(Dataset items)

* * *

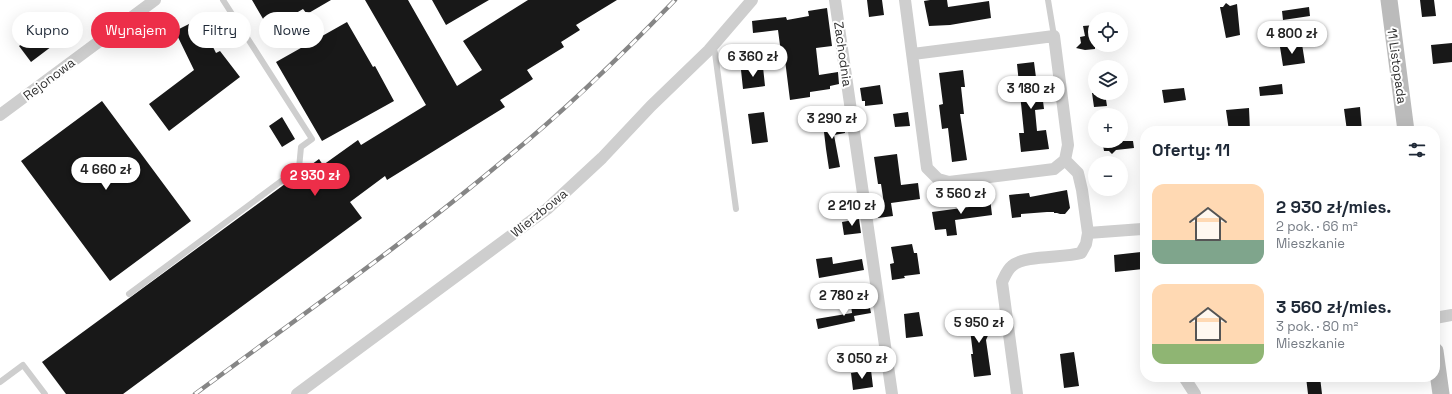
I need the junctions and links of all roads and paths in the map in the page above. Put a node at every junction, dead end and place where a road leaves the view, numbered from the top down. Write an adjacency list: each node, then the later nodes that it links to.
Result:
1 (155, 0): 11 (street, Rejonowa)
2 (223, 0): 17 (lane)
3 (752, 0): 9 (street, Wierzbowa)
4 (835, 0): 25 (street, Zachodnia)
5 (905, 0): 10 (street)
6 (1048, 0): 8 (lane)
7 (1389, 0): 12 (main road, 11 Listopada)
8 (1054, 36): 10 (street); 13 (street)
9 (712, 46): 14 (lane); 24 (street, Wierzbowa)
10 (913, 54): 13 (street)
11 (0, 116)
12 (1405, 126)
13 (1065, 160): 16 (street)
14 (736, 209)
15 (1140, 229): 16 (street)
16 (1088, 233): 26 (street)
17 (129, 294)
18 (1452, 315): 19 (street)
19 (1440, 317)
20 (0, 382): 23 (lane)
21 (1187, 382): 27 (street)
22 (1439, 382): 28 (main road)
23 (45, 394)
24 (298, 394)
25 (892, 394)
26 (1017, 394)
27 (1194, 394)
28 (1441, 394)

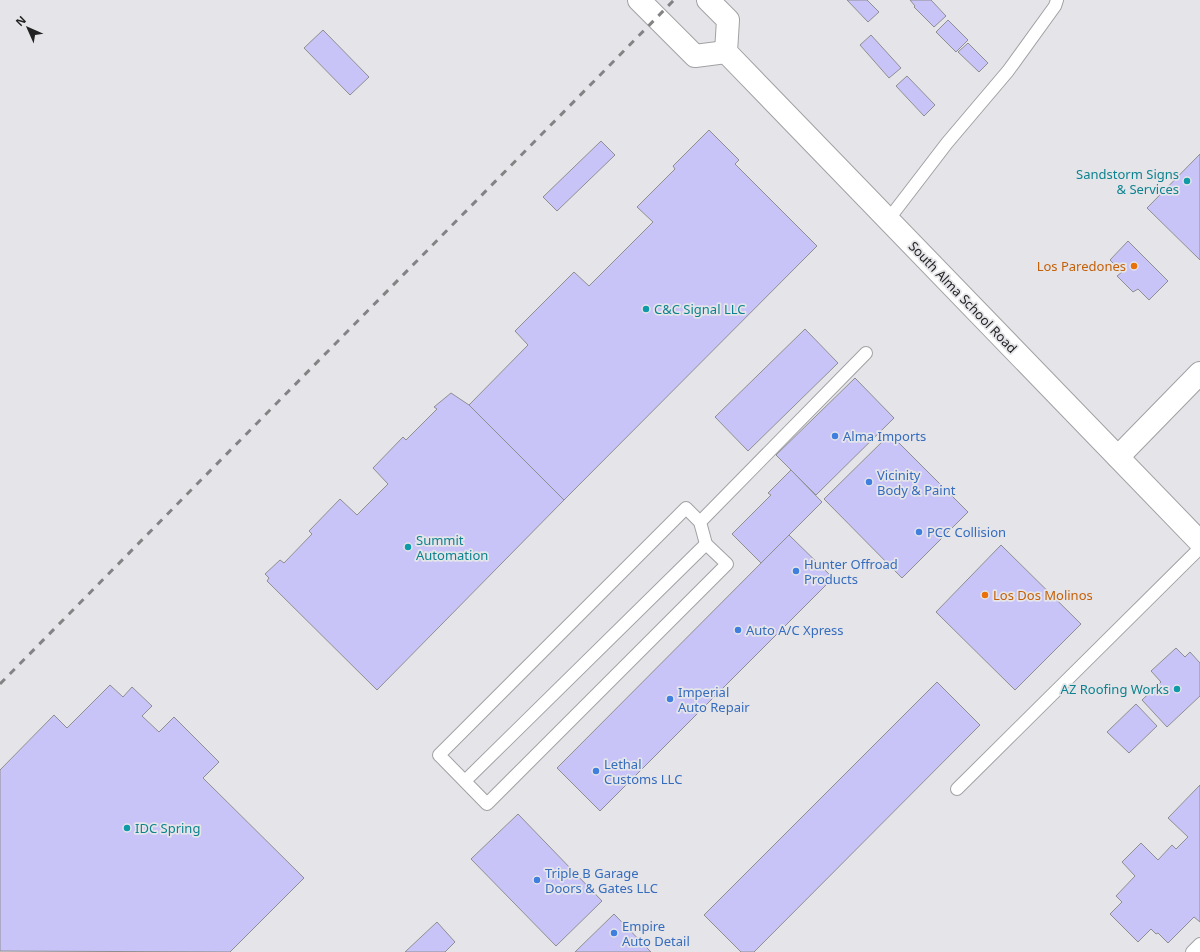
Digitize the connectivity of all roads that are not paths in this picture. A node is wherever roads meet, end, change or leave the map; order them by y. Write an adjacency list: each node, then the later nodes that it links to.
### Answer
1 (639, 0): 4 (main road)
2 (708, 0): 4 (main road)
3 (1058, 0): 5 (lane)
4 (726, 52): 5 (main road, South Alma School Road)
5 (888, 220): 8 (main road, South Alma School Road)
6 (866, 353): 9 (lane)
7 (1200, 373): 8 (main road)
8 (1118, 457): 10 (main road, South Alma School Road)
9 (700, 522): 11 (lane); 13 (lane)
10 (1200, 542)
11 (706, 544): 13 (lane); 13 (lane)
12 (1200, 548): 14 (lane)
13 (465, 781)
14 (957, 788)
15 (1200, 944): 16 (lane)
16 (1192, 952)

* * *

GOAL OF THE EXERCISE: Look for the line with "Digitize the connectivity" in the records above. Repeat it and each line after it exactly.

EXPECTED OUTPUT:
Digitize the connectivity of all roads that are not paths in this picture. A node is wherever roads meet, end, change or leave the map; order them by y. Write an adjacency list: each node, then the later nodes that it links to.
### Answer
1 (639, 0): 4 (main road)
2 (708, 0): 4 (main road)
3 (1058, 0): 5 (lane)
4 (726, 52): 5 (main road, South Alma School Road)
5 (888, 220): 8 (main road, South Alma School Road)
6 (866, 353): 9 (lane)
7 (1200, 373): 8 (main road)
8 (1118, 457): 10 (main road, South Alma School Road)
9 (700, 522): 11 (lane); 13 (lane)
10 (1200, 542)
11 (706, 544): 13 (lane); 13 (lane)
12 (1200, 548): 14 (lane)
13 (465, 781)
14 (957, 788)
15 (1200, 944): 16 (lane)
16 (1192, 952)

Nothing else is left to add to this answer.